>>

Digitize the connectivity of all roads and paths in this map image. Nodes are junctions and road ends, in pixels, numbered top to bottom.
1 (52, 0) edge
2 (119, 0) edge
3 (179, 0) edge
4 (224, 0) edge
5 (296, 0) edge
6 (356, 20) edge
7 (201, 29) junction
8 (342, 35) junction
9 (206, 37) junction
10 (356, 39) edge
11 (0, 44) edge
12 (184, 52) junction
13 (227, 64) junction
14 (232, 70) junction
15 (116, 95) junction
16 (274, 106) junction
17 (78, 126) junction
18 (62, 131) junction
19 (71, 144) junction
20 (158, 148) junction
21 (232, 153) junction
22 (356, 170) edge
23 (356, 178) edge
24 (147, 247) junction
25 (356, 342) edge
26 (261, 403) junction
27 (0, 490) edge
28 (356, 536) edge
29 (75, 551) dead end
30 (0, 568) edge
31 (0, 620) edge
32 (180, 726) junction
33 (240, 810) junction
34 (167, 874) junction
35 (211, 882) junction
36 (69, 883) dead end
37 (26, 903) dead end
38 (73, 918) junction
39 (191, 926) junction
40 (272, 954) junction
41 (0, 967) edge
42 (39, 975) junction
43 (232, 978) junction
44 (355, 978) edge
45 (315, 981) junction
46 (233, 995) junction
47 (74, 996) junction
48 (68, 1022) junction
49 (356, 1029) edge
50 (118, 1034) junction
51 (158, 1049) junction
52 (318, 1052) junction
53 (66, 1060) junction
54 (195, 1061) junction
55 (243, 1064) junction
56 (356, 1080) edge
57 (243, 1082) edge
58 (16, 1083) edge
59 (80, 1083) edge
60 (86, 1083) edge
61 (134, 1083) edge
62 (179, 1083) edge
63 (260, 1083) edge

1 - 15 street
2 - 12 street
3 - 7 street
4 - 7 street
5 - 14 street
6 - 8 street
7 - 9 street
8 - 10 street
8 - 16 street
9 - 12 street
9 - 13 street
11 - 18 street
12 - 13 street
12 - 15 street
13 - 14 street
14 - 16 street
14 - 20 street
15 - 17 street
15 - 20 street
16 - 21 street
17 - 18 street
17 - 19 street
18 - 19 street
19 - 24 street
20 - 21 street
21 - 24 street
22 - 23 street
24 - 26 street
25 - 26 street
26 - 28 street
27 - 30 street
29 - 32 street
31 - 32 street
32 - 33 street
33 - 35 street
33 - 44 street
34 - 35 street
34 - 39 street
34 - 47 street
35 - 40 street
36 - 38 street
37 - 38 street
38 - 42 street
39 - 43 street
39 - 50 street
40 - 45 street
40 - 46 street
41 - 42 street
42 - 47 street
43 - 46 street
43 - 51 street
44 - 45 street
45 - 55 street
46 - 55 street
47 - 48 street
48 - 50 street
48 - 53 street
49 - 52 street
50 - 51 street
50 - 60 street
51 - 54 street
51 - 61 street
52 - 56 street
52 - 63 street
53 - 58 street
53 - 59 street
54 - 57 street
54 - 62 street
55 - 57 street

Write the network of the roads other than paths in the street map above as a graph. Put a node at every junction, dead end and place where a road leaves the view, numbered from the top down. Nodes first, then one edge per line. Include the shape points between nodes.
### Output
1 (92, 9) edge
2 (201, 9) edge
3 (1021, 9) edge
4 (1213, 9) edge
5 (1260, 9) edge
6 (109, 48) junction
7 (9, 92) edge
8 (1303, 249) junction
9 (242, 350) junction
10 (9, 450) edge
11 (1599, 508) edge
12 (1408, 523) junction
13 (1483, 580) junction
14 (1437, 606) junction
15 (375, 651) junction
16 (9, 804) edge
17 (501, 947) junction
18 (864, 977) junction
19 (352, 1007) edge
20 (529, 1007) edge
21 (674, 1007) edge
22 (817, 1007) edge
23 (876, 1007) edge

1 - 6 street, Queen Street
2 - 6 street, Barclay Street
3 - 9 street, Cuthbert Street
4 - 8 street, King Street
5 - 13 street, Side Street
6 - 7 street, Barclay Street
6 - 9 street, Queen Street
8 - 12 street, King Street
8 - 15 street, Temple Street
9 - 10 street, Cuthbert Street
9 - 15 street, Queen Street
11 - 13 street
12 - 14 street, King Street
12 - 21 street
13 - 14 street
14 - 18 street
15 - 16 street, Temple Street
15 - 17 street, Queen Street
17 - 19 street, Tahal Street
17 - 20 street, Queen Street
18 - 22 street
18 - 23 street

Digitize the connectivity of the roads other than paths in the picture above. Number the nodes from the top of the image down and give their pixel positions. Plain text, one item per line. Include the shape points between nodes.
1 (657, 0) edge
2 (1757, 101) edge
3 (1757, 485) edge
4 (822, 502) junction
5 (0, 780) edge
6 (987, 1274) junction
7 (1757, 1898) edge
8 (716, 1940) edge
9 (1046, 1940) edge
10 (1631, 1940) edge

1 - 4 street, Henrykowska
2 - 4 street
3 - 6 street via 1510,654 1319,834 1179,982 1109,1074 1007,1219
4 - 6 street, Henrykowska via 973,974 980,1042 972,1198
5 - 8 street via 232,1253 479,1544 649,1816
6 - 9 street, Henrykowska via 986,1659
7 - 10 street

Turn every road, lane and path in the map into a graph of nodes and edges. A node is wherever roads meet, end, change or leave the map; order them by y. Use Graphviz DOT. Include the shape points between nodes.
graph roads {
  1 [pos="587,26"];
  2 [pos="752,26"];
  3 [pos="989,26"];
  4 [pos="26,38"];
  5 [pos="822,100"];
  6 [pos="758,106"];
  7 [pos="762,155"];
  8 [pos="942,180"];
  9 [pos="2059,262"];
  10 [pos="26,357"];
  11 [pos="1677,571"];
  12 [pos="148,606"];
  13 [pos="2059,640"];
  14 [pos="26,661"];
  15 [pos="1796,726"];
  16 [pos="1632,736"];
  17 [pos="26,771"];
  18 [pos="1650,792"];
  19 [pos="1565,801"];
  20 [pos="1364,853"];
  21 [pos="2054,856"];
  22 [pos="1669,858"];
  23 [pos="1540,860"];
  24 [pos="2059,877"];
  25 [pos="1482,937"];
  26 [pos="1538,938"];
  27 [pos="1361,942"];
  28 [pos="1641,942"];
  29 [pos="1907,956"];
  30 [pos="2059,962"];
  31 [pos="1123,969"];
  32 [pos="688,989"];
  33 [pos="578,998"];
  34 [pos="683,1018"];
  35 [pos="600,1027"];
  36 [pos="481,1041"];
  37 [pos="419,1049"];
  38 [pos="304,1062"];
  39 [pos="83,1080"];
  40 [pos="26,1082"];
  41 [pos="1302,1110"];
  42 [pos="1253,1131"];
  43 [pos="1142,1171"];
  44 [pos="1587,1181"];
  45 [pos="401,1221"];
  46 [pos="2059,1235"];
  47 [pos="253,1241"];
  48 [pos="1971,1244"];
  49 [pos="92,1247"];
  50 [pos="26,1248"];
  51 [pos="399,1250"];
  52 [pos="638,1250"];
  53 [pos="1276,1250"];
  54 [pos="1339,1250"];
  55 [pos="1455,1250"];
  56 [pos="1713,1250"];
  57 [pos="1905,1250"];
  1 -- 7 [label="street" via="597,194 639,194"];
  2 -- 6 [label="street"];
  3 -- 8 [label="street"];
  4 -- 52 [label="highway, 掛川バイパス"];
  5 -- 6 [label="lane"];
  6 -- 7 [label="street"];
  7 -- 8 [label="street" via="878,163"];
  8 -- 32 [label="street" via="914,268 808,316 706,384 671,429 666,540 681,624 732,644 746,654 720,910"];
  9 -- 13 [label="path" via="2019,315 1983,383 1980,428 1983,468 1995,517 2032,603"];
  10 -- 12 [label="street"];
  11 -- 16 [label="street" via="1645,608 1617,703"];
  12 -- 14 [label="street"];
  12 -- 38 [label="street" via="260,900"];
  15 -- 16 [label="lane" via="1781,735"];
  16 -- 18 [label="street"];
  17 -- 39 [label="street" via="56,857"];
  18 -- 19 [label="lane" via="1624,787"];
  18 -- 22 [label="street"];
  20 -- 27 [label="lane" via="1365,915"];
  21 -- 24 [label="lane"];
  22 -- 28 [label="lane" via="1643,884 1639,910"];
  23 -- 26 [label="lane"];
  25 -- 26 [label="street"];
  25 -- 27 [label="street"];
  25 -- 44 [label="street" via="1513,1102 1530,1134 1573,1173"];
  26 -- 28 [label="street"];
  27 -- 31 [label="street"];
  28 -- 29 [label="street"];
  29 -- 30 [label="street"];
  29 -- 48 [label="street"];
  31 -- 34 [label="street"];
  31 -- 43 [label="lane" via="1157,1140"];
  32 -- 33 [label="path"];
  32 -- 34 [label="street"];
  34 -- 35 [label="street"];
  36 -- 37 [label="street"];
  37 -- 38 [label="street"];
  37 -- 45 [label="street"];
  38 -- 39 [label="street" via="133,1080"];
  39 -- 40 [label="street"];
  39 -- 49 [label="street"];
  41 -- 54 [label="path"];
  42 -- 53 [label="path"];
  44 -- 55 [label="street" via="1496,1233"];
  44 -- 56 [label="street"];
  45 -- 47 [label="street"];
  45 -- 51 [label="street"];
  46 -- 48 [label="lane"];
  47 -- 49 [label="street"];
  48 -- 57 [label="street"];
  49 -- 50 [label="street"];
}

<<

Where a line in the listing above contains "King", copy that line.

§ **Solved exercise**:
4 - 8 street, King Street
8 - 12 street, King Street
12 - 14 street, King Street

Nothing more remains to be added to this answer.